Alstom spokesman Olivier Marcel said about the exit of the CSN-affiliated union, which lamented that the construction of trams evaded scrutiny. La Bocatere Factory for Mexico “It’s a bad read.”
Quebec tram cars will not be built in Mexico, a spokesperson for the multinational confirmed during an interview with Journalism. “The cars will be built from parts from different suppliers, including those from Quebec, on a new assembly line in La Boucaatere,” he explained.
Marcel said Bombardier’s former plant in La Bocatière, which Alstom bought in 2021, will be the company’s plant that will hold the largest share of the Quebec tram contract.
Alstom was the sole bidder following the call for bids launched by Quebec City. The contract, which was signed between the two parties, provides for the construction and maintenance of 34 cars for 30 years, at a cost of 1.34 billion.
The 100% electric trams are from Alstom’s Citadis series, which are already operating in many French cities, as well as in Ottawa, Rotterdam and Rio de Janeiro. The Quebec tramway will span 29 kilometers and be ready in 2029.
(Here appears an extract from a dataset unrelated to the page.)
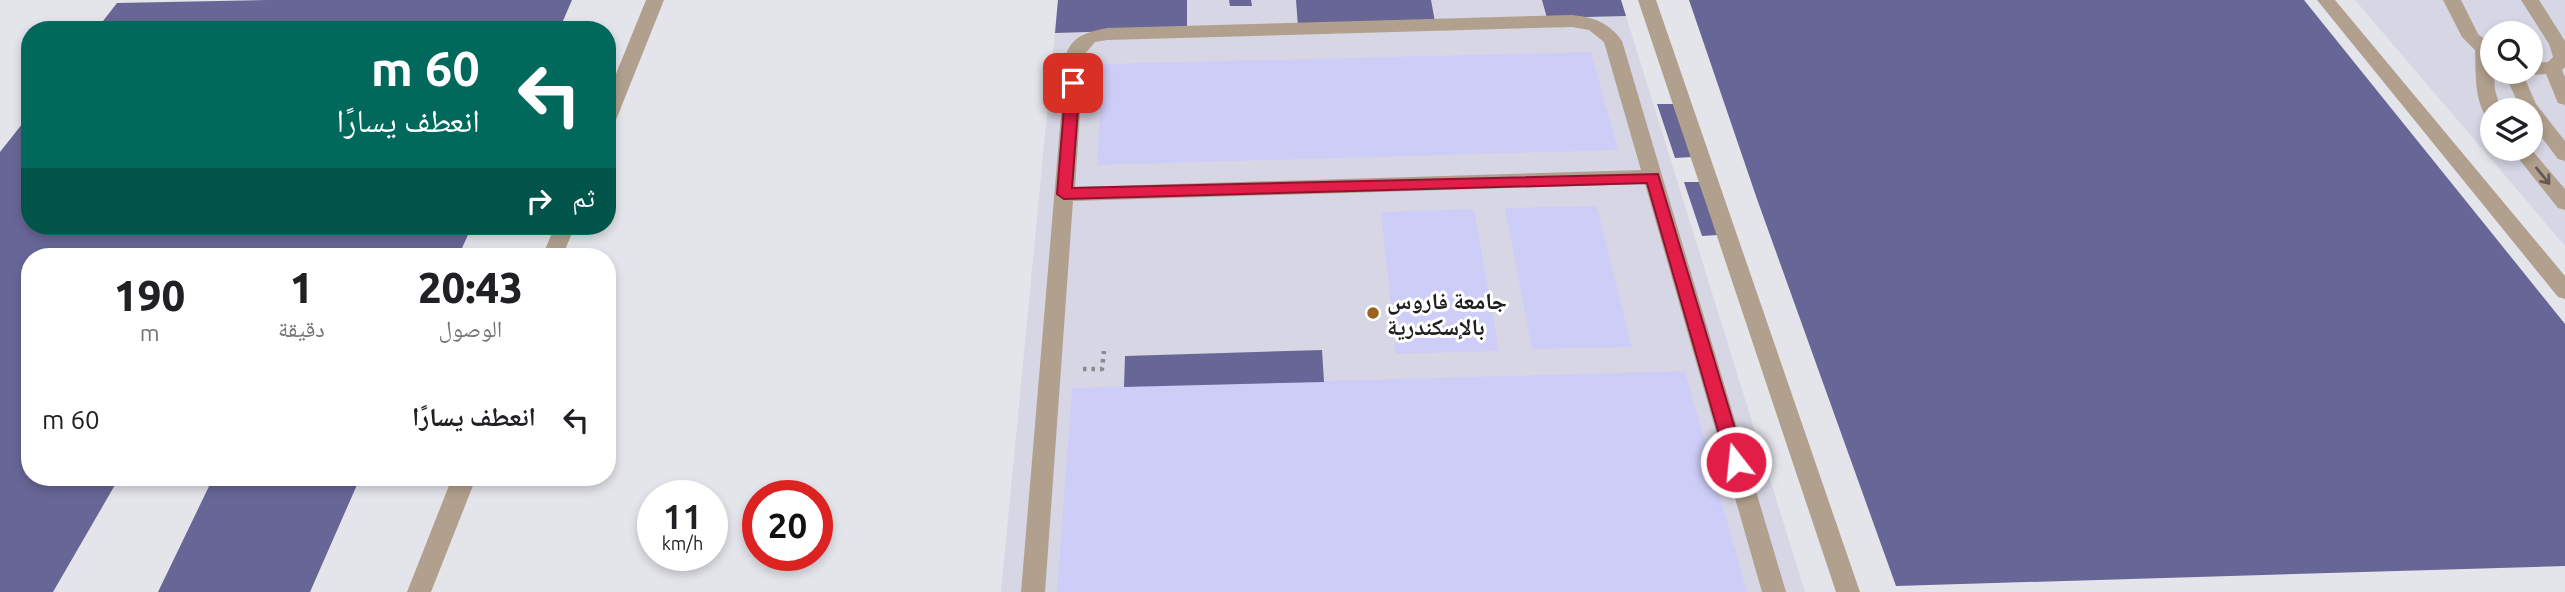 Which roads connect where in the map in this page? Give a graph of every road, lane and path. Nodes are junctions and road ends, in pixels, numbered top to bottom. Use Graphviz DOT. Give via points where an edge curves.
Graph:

The cars were designed and engineered by Alstom engineers in Saint-Bruno-de-Montarville, and will be assembled at the La Pocatière plant, which was “at the heart of our bid for Quebec City,” according to the company.
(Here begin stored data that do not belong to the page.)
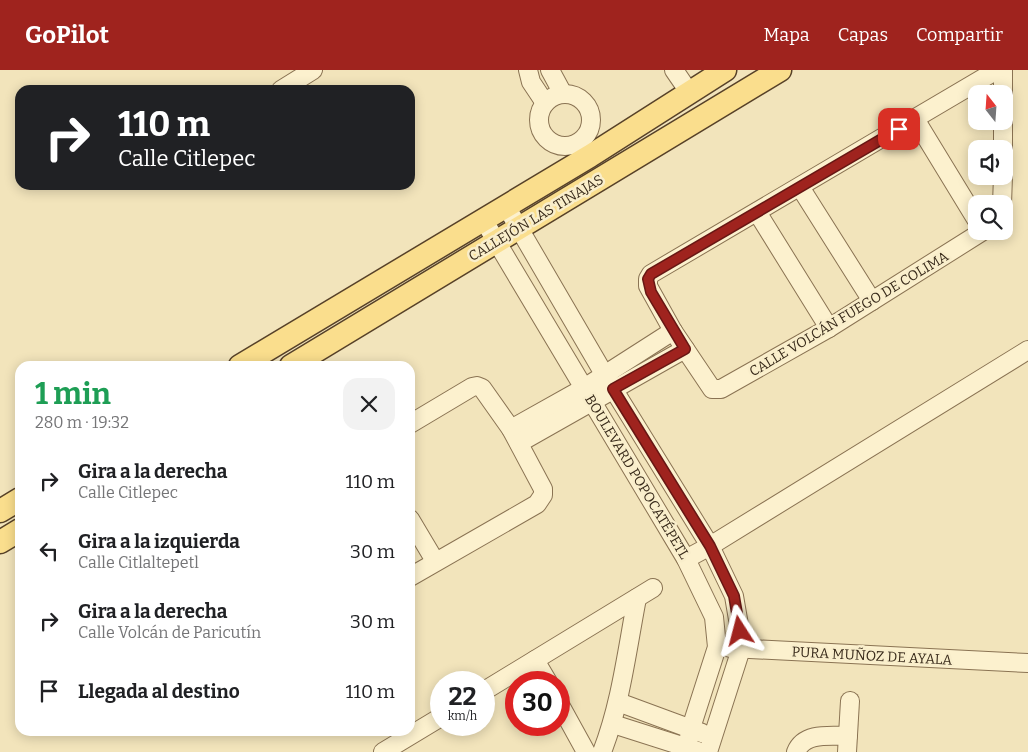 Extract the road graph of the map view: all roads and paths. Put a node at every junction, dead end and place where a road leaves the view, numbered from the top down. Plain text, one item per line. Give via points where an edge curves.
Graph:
1 (313, 70) edge
2 (528, 70) edge
3 (550, 70) edge
4 (674, 70) edge
5 (726, 70) edge
6 (780, 70) edge
7 (997, 70) edge
8 (1003, 70) edge
9 (289, 85) edge
10 (1003, 85) edge
11 (689, 92) junction
12 (563, 94) junction
13 (545, 103) junction
14 (915, 119) junction
15 (586, 148) junction
16 (800, 187) junction
17 (506, 206) junction
18 (968, 206) edge
19 (757, 212) junction
20 (483, 219) junction
21 (518, 229) junction
22 (969, 240) edge
23 (496, 242) junction
24 (872, 301) junction
25 (829, 328) junction
26 (673, 331) junction
27 (685, 349) junction
28 (1028, 350) edge
29 (248, 361) edge
30 (299, 361) edge
31 (609, 382) junction
32 (588, 395) junction
33 (415, 421) edge
34 (515, 436) junction
35 (15, 502) edge
36 (0, 511) edge
37 (415, 527) edge
38 (15, 533) edge
39 (0, 542) edge
40 (710, 546) junction
41 (686, 559) junction
42 (435, 561) junction
43 (415, 575) edge
44 (653, 588) dead end
45 (637, 598) junction
46 (717, 647) junction
47 (741, 649) junction
48 (535, 660) junction
49 (1028, 663) edge
50 (542, 671) edge
51 (495, 684) edge
52 (850, 701) dead end
53 (618, 702) junction
54 (570, 723) edge
55 (430, 724) edge
56 (612, 724) junction
57 (691, 728) junction
58 (415, 732) edge
59 (409, 736) edge
60 (847, 744) edge
61 (710, 745) edge
62 (691, 750) edge
63 (382, 752) edge
64 (586, 752) edge
65 (602, 752) edge
66 (796, 752) edge

1 - 9 street
2 - 13 street via 531,82
3 - 12 street
4 - 11 street
5 - 11 main road, CALLEJÓN LAS TINAJAS
6 - 21 main road, CALLEJÓN LAS TINAJAS
7 - 14 street
8 - 10 street
11 - 15 main road, CALLEJÓN LAS TINAJAS
12 - 13 street
12 - 15 street via 581,99 587,106 590,124
13 - 15 street via 538,119 545,138 556,145
14 - 16 street
14 - 18 street
15 - 17 main road, CALLEJÓN LAS TINAJAS
16 - 19 street
16 - 24 street
17 - 20 main road, CALLEJÓN LAS TINAJAS
17 - 21 street, BOULEVARD POPOCATÉPETL
19 - 25 street
19 - 26 street via 651,274 648,286
20 - 23 street, BOULEVARD POPOCATÉPETL
20 - 29 main road, CALLEJÓN LAS TINAJAS
21 - 23 main road, CALLEJÓN LAS TINAJAS
21 - 31 street, BOULEVARD POPOCATÉPETL
22 - 24 street, CALLE VOLCÁN FUEGO DE COLIMA
23 - 30 main road, CALLEJÓN LAS TINAJAS
23 - 32 street, BOULEVARD POPOCATÉPETL
24 - 25 street, CALLE VOLCÁN FUEGO DE COLIMA
25 - 27 street, CALLE VOLCÁN FUEGO DE COLIMA via 725,388 712,388
26 - 27 street
26 - 31 street
27 - 31 street
28 - 40 street
31 - 32 street
31 - 40 street, BOULEVARD POPOCATÉPETL
32 - 34 street
32 - 41 street, BOULEVARD POPOCATÉPETL
33 - 34 street via 477,386 482,388
34 - 42 street via 543,489 543,495 537,504
35 - 36 main road
37 - 42 street
38 - 39 main road
40 - 41 street
40 - 47 street, BOULEVARD POPOCATÉPETL via 734,596
41 - 46 street, BOULEVARD POPOCATÉPETL via 714,617
42 - 43 street
44 - 45 street
45 - 48 street
45 - 53 street
46 - 47 street, PURA MUÑOZ DE AYALA
46 - 57 street, BOULEVARD POPOCATÉPETL
47 - 49 street, PURA MUÑOZ DE AYALA
47 - 61 street, BOULEVARD POPOCATÉPETL
48 - 50 street
48 - 51 street
52 - 60 street
53 - 56 street
53 - 57 street
54 - 64 street
55 - 58 street
56 - 62 street
56 - 65 street
57 - 61 street
57 - 62 street, BOULEVARD POPOCATÉPETL
59 - 63 street
60 - 66 street via 816,736 804,741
Unlike the Réseau Express métropolitain (REM) contract awarded to Caisse de Depot without the need for local content (the cars were built in India), the Quebec tramway came with strings attached.
“There were two important commitments in the call for bids, a minimum of 25% local content and the achievement of final assembly in Quebec,” Olivier Marcel specified, adding that the La Bocatière plant would be the “lion’s share” of the tram contract.
The quota of 25% for domestic content should be exceeded, according to the Minister of the Economy, Pierre Fitzgibbon, who thinks factory union members are wrongly concerned.
“The factory has never been so well,” he said in response to questions from Party Quebec leader Paul St. Pierre Plamondon.
“When Alstom bought Bombardier, there were 100 people [à l’usine] They have no more contracts. Today, there are 400 people and they are having trouble recruiting,” said the minister, who questioned him Journalism.
“They congregate,” says Fitzgibbon.
“You have to understand what La Pocatière is. La Pocatière doesn’t build trains from the ground up, and they’ve never built a train in their life. They get together.”
Under the contract from Quebec City, the factory inherits “the bulk of the business,” he says.
On the unionist side, on the contrary, it is emphasized that the La Pocatière factory has already built trains and is still building them, since it is currently making Toronto tram cars. Limiting himself to gathering processes would cause him to lose his experience.
“We’re not turning our nose up at that, but we would have loved to have more,” said Louis Begin, president of the CSN Manufacturing Association.
Mr. Begin recalls that Mr. Fitzgibbon’s government granted a “revocable loan” of 56m to Alstom to modernize the La Pocatière plant with the aim of making it a center of expertise in public transport.
It seems that the share of 25% of local content is insufficient to achieve this goal, according to the federation, and it must be increased.
For the minister, that’s another discussion. He said, “We have to pick our battles.” “Do we want to integrate all the streetcars in Quebec? He wondered. Maybe if we have four or five REM units coming in, we’ll convince Alstom to set up a real factory making parts. We’re not there yet, but we’re courting them.”